2. Empower the payments process
Although each payment is a guaranteed, regular communication with a customer, it’s frequently a standard ‘transactional’ communication from one channel. This channel only becomes personalised at the late payment stage – which is a missed opportunity. By seeing those regular communications as a chance to build loyalty and offer different options for two-way communication, a more positive engagement will result and churn will reduce. Just because the message is about a payment, it doesn’t need to be overly broadcast in style or jar with the tone of other brand communications. And be aware that all internal stakeholders understand that new digital channels need a commitment to be monitored and invested in – not seen as a new fad to be replaced in three months.
3. Communication is king
Digital teams and their counterparts in operations and IT are often best placed to create and evolve a unified brand experience within an organisation. This means conceptualising processes and systems, which will integrate customer communications and – the Holy Grail – create and maintain one holistic view of the customer.
We see plenty of organisations that are succeeding in delivering these experiences. They focus on enhancing customer relationships, making sustainable use of multiple digital channels, through an understanding of customers and the data they collect.
4. How do they like their eggs?
Personalisation and understanding is the name of the game and this is only possible again through the blending of valuable, customer data.

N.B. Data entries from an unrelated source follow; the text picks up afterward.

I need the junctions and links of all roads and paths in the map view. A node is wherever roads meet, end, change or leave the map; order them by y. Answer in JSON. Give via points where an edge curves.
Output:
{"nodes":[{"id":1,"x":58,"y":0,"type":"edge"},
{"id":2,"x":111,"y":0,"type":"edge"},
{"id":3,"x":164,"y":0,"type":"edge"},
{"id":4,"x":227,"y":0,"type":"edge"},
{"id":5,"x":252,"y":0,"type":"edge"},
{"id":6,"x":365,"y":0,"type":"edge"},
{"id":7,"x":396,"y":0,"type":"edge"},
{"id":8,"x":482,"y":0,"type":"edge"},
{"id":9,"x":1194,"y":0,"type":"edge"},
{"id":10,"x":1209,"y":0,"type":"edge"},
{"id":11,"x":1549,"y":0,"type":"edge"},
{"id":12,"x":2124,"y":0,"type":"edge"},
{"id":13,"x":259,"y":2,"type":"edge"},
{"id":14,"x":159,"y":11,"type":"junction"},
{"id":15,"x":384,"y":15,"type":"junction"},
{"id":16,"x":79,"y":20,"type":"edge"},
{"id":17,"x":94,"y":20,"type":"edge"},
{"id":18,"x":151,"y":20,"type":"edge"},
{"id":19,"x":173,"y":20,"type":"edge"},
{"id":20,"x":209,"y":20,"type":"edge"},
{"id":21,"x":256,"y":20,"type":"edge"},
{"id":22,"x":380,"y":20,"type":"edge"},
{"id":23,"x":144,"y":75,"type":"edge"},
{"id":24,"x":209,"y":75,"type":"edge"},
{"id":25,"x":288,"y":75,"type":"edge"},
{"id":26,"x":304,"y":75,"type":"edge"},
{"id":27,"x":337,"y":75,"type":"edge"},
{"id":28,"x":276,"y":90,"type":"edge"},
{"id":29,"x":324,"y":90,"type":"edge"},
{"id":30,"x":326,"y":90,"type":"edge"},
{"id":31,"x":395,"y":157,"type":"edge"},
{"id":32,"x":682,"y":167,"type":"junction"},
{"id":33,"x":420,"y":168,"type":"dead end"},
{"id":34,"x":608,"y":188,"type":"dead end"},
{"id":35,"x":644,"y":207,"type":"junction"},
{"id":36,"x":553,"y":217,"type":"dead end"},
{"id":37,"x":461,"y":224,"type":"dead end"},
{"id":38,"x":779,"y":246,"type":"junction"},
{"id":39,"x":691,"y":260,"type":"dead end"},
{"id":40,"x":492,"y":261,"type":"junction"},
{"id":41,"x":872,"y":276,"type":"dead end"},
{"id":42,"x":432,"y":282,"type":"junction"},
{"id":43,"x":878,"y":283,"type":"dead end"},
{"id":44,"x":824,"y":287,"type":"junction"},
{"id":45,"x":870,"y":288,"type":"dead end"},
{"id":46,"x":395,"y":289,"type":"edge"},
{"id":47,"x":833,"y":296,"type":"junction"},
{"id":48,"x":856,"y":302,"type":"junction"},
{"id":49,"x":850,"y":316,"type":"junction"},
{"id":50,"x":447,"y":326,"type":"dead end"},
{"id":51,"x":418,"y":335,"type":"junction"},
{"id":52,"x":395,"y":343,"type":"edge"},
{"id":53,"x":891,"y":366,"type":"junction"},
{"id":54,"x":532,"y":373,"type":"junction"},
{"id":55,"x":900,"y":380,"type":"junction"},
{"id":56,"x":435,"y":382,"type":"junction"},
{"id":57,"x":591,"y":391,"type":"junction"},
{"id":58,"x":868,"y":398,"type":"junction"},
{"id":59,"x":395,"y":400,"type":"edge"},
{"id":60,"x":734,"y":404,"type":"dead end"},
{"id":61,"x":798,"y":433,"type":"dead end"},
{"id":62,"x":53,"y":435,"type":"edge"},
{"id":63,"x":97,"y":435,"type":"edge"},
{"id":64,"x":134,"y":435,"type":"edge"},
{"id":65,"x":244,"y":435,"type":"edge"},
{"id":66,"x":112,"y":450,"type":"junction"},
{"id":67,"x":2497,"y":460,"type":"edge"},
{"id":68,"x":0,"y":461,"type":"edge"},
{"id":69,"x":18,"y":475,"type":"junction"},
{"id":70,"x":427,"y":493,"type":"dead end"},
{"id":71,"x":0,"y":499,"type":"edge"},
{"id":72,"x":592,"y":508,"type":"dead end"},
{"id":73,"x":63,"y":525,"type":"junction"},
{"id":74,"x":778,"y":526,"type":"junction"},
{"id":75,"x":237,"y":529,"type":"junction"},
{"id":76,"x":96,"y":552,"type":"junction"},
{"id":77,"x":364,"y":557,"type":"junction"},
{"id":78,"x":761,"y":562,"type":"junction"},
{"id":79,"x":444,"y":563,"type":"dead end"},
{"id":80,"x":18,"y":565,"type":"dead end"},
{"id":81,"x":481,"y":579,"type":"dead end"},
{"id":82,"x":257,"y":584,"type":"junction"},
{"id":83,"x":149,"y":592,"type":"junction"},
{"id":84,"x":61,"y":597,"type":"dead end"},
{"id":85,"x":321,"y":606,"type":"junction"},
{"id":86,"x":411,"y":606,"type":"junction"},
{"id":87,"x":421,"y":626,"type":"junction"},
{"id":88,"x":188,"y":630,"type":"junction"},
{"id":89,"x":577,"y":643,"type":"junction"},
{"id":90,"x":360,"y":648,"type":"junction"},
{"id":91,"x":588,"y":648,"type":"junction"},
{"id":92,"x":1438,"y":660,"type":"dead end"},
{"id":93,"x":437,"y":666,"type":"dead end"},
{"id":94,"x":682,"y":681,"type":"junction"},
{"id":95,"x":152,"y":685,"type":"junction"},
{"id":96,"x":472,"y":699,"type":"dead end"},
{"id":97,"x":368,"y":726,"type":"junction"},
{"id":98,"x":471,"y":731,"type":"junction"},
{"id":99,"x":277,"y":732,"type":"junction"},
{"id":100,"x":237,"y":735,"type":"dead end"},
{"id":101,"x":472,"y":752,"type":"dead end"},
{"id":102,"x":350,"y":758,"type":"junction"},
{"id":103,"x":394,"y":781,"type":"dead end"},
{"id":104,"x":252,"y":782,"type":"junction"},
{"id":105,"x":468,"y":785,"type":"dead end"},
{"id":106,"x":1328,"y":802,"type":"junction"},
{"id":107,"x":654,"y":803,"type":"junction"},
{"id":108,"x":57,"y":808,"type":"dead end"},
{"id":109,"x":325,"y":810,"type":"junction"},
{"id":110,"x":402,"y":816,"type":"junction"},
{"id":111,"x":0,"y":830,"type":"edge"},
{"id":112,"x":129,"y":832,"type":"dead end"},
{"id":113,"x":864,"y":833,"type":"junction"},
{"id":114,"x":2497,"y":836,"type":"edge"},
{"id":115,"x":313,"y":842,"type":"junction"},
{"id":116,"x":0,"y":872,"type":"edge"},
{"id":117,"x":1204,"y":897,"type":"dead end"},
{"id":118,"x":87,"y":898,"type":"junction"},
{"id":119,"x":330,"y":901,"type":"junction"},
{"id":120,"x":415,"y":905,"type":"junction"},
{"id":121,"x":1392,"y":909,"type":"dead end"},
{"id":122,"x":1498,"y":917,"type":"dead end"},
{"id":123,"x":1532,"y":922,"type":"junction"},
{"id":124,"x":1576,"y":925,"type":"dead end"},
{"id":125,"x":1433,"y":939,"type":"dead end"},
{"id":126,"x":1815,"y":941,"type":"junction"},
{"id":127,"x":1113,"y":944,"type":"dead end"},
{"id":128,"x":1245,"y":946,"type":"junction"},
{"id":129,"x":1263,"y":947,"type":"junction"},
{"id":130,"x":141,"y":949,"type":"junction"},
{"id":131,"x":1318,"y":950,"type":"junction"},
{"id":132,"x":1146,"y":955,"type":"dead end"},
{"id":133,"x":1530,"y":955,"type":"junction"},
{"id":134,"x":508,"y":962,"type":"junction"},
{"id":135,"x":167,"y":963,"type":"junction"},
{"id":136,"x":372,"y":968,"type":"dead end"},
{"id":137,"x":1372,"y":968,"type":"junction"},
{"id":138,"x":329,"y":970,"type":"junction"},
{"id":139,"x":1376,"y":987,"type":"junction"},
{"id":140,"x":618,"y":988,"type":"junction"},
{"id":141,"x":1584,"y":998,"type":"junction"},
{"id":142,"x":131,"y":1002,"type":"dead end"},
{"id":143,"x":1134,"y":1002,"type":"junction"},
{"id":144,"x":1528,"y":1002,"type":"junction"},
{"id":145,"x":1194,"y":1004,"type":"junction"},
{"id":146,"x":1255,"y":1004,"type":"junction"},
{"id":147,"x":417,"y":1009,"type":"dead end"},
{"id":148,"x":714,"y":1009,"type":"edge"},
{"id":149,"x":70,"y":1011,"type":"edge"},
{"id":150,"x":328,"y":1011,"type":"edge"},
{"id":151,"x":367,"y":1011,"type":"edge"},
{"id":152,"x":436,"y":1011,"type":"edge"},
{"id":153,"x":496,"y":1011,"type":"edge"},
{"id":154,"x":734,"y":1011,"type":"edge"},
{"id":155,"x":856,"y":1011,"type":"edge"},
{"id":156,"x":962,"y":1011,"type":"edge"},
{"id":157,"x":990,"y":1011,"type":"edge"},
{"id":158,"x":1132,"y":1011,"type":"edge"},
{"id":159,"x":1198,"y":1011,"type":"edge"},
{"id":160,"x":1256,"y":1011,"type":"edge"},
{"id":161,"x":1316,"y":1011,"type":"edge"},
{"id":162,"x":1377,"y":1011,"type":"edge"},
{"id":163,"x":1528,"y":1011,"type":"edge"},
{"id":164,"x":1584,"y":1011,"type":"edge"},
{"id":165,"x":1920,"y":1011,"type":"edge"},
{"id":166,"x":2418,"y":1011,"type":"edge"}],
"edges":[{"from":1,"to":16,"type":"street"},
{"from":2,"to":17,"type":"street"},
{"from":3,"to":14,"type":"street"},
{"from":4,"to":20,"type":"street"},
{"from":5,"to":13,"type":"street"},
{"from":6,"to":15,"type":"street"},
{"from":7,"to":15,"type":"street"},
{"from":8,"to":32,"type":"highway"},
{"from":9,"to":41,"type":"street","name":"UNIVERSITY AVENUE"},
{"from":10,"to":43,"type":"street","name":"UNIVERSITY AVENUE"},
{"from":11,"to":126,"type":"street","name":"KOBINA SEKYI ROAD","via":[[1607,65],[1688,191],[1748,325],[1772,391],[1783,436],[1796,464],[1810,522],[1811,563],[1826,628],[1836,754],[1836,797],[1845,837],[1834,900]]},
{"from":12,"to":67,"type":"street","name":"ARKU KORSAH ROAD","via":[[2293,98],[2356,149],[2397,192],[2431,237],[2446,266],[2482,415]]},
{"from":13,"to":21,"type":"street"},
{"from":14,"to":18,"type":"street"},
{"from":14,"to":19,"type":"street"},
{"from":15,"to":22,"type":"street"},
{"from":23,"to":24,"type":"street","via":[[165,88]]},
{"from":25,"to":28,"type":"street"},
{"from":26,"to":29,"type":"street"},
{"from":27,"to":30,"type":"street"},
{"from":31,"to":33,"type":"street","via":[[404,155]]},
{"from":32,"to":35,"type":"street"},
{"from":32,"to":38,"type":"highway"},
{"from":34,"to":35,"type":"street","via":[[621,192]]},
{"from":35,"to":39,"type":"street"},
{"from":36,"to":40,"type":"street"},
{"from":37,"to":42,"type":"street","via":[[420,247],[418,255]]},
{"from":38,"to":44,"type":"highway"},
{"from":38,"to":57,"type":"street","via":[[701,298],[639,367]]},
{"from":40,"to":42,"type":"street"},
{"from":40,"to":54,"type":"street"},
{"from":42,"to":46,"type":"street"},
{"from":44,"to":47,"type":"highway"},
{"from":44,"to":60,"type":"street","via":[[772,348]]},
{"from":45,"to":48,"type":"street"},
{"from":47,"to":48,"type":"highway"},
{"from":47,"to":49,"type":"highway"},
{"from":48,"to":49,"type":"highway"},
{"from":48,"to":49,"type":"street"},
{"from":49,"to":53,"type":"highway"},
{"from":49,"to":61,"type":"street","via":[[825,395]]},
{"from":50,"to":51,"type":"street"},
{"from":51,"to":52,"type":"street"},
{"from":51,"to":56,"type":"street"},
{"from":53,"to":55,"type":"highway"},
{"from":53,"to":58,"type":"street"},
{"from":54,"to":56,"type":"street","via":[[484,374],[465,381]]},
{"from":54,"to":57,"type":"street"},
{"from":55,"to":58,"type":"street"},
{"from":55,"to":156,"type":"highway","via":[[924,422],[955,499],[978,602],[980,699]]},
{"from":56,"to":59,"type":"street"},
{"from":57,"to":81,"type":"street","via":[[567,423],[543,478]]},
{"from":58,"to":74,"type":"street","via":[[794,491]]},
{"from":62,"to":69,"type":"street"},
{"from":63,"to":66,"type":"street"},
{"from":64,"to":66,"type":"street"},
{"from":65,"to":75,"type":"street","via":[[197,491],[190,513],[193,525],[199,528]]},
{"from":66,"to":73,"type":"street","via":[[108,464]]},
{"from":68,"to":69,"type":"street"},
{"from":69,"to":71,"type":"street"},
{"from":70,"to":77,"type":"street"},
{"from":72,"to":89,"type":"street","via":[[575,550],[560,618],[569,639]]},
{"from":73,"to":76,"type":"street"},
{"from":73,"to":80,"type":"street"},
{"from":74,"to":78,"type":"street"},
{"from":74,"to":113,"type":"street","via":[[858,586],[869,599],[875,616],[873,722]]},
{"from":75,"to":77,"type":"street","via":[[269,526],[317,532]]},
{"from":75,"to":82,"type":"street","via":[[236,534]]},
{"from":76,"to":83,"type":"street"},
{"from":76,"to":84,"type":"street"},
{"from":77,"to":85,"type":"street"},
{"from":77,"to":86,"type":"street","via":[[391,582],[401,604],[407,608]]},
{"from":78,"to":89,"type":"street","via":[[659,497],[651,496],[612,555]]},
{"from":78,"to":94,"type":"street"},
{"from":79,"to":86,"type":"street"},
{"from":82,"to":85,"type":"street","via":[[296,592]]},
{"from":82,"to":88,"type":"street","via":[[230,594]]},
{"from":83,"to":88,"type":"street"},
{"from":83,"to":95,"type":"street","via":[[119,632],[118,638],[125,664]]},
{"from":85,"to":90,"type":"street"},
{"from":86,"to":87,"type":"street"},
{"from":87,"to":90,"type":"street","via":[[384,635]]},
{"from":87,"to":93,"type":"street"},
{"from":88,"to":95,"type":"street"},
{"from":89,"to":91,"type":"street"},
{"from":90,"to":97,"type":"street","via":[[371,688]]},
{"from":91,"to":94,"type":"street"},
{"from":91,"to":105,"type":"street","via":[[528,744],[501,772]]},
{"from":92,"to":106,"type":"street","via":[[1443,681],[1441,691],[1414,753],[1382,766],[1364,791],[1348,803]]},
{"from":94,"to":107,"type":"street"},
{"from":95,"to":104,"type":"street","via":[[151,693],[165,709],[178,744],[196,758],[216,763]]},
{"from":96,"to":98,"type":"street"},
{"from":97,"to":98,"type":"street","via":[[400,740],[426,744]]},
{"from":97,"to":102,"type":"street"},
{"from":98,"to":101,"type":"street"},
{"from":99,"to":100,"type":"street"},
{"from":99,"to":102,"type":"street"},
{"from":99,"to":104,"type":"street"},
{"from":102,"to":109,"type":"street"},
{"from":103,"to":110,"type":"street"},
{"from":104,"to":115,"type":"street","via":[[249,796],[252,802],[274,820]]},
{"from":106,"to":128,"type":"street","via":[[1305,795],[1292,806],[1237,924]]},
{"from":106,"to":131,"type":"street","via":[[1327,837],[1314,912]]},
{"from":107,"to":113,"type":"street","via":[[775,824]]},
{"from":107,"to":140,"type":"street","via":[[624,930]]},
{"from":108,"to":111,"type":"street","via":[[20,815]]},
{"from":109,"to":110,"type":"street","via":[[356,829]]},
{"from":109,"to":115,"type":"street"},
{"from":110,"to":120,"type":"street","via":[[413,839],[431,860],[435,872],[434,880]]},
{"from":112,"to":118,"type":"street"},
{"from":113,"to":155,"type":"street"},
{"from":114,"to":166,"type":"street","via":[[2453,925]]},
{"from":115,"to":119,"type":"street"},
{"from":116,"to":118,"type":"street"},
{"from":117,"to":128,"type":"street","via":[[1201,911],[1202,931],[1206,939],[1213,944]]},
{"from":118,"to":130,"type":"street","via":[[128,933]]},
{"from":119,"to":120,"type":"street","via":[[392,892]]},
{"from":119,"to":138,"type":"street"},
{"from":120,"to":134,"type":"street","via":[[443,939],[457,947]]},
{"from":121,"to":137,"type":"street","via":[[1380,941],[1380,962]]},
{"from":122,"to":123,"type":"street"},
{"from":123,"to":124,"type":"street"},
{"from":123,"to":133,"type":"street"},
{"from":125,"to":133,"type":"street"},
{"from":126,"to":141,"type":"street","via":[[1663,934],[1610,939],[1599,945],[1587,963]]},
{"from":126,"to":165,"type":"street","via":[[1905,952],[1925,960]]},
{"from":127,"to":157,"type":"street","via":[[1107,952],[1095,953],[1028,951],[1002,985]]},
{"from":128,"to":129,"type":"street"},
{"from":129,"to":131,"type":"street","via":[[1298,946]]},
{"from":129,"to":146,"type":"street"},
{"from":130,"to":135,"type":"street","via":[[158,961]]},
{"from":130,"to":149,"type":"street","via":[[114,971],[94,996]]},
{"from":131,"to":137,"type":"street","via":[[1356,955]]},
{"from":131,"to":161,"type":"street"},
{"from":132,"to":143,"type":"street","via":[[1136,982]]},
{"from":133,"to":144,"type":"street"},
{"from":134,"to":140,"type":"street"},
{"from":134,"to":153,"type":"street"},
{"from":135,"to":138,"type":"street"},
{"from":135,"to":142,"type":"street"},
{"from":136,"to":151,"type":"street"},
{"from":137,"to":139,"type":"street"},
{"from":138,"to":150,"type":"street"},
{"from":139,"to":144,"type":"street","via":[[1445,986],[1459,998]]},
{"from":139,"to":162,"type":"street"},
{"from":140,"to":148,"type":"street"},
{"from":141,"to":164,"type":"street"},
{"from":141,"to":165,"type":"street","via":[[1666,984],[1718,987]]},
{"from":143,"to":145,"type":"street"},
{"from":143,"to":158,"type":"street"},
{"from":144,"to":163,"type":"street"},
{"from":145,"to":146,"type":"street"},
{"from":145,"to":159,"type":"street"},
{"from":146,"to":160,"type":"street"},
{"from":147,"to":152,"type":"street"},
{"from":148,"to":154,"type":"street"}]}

It doesn’t matter what you’re selling to customers and whether it’s at a premium or value price, they still fully expect to have some say in how they engage with your company. Whether that interaction is about marketing preferences, service methods or billing, having some intelligent systems in place can help measure and predict customer behaviour will gather insights. It’s this intelligence that help your business be more responsive and successful. In a JD Power survey in 2013 looking at utilities companies, customer satisfaction increased by 42 points when customers could select their own payment method. Understanding customer preferences and designing your business operations in response to those can really help increase the quality of communications you have with customers and reduce churn. And do all you can to encourage all teams in the organisation to live and breathe omni-channel and you’ll all benefit.
5. The last resort
We know that data is helpful but with intelligent predictive systems and external and internal consumer insight, learning about and anticipating customers’ payment patterns is a little easier. Positive, pre-emptive communications driven by digital marketing ‘little tweaks’, like changing payment dates to after payday can make a big difference to customers. This in turn can make big differences to the brands delivering this positive communications - like increasing revenue and reducing customer churn.
By Grant de Leeuw, General Manager Europe at TALKINGTECH.